This milestone report is the project of week two within the Data Science Capstone Project Course on the Data Science Specialization by Johns Hopkins University on Coursera.
The overall goal of the capstone is to develop a prediction algorithm for the most likely next word in a sequence of words. The purpose of this milestone report is to show some exploratory data analyses to investigate some features of the data, which will lead to the eventual prediction app and algorithm.

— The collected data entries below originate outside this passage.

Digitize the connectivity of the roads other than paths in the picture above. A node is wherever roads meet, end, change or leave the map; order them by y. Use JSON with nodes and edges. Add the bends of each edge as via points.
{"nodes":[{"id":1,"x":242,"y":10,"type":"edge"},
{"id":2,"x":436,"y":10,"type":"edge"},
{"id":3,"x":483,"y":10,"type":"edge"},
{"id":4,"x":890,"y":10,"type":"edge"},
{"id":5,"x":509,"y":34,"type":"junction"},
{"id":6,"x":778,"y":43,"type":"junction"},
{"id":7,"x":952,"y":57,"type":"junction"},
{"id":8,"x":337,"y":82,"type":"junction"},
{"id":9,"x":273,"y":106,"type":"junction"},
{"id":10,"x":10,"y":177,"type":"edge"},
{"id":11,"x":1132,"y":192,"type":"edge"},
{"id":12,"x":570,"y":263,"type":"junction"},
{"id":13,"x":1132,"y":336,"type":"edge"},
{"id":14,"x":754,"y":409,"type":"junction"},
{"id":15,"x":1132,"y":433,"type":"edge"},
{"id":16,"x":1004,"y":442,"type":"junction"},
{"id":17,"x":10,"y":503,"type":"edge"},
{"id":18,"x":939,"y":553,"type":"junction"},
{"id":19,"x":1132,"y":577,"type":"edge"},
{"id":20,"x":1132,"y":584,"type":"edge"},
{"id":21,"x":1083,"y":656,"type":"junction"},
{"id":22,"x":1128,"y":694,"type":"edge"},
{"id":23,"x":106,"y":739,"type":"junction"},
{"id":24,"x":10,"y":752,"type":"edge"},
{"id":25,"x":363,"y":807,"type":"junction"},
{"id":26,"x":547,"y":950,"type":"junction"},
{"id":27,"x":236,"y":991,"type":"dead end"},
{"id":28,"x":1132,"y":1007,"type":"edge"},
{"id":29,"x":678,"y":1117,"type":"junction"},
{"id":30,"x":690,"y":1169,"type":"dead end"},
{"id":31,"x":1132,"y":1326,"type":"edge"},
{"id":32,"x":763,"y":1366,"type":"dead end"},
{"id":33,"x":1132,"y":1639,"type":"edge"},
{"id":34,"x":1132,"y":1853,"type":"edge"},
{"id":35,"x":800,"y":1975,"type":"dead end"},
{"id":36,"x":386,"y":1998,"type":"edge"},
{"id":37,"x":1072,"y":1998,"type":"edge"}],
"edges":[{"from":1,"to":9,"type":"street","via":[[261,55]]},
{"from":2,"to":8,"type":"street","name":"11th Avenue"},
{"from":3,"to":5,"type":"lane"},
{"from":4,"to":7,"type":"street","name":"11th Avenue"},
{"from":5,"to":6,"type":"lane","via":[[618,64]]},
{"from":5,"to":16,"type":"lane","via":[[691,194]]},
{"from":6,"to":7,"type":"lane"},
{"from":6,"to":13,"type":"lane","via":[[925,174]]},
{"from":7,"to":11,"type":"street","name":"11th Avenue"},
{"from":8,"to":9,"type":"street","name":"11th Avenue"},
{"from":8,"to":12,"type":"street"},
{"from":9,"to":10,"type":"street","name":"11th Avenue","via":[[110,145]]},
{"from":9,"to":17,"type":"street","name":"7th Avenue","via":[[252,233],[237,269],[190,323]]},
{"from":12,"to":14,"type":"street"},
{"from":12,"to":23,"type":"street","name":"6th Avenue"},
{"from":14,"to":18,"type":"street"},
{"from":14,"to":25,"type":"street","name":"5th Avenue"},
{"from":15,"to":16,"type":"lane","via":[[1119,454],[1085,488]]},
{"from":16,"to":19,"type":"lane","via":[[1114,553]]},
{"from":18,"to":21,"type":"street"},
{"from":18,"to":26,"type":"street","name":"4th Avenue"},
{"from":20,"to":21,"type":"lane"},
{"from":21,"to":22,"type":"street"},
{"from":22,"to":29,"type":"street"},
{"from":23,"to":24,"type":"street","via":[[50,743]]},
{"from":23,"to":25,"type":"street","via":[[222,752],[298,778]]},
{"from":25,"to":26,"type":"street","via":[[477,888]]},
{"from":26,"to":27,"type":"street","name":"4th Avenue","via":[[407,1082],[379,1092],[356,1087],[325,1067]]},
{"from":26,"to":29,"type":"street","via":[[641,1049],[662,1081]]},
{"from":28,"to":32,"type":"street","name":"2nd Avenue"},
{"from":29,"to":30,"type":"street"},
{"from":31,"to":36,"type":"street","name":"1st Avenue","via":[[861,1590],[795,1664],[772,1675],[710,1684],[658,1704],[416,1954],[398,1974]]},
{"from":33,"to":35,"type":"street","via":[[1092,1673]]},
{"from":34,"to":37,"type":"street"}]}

To know more about how the data looks like, we can see the size in Megabytes, the number of lines, number of characters, and number of words for each of the 3 datasets (Blog, News and Twitter). And last, the min, max and average number of words per line.
library(knitr);
library(dplyr);
##
## Attaching package: 'dplyr'
## The following objects are masked from 'package:stats':
##
## filter, lag
## The following objects are masked from 'package:base':
##
## intersect, setdiff, setequal, union
library(doParallel);
## Warning: package 'doParallel' was built under R version 4.3.3
## Loading required package: foreach
## Warning: package 'foreach' was built under R version 4.3.3
## Loading required package: iterators
## Warning: package 'iterators' was built under R version 4.3.3
## Loading required package: parallel
library(tm);
## Warning: package 'tm' was built under R version 4.3.3
## Loading required package: NLP
## Warning: package 'NLP' was built under R version 4.3.3
library(SnowballC);
library(stringi);
library(tm);
library(ggplot2);
##
## Attaching package: 'ggplot2'
## The following object is masked from 'package:NLP':
##
## annotate
library(wordcloud);
## Warning: package 'wordcloud' was built under R version 4.3.3
## Loading required package: RColorBrewer
library(kableExtra);
## Warning: package 'kableExtra' was built under R version 4.3.3
##
## Attaching package: 'kableExtra'
## The following object is masked from 'package:dplyr':
##
## group_rows
setwd("E:/Project/Data Science Capstone Project/final/en_US");
blogpath <- "./en_US.blogs.txt";
newspath <- "./en_US.news.txt";
twitpath <- "./en_US.twitter.txt";
# Read blogs data in binary mode
conn <- file(blogpath, open="rb");
blog <- readLines(conn, skipNul = TRUE ,encoding="UTF-8");
close(conn);
# Read news data in binary mode
conn <- file(newspath, open="rb");
news <- readLines(conn,skipNul = TRUE, encoding="UTF-8");
close(conn);
# Read twitter data in binary mode
conn <- file(twitpath, open="rb");
twit <- readLines(conn,skipNul = TRUE, encoding="UTF-8");
close(conn);
# Remove temporary variable
rm(conn)
WPL <- sapply(list(blog,news,twit),function(x) summary(stri_count_words(x))[c('Min.','Mean','Max.')])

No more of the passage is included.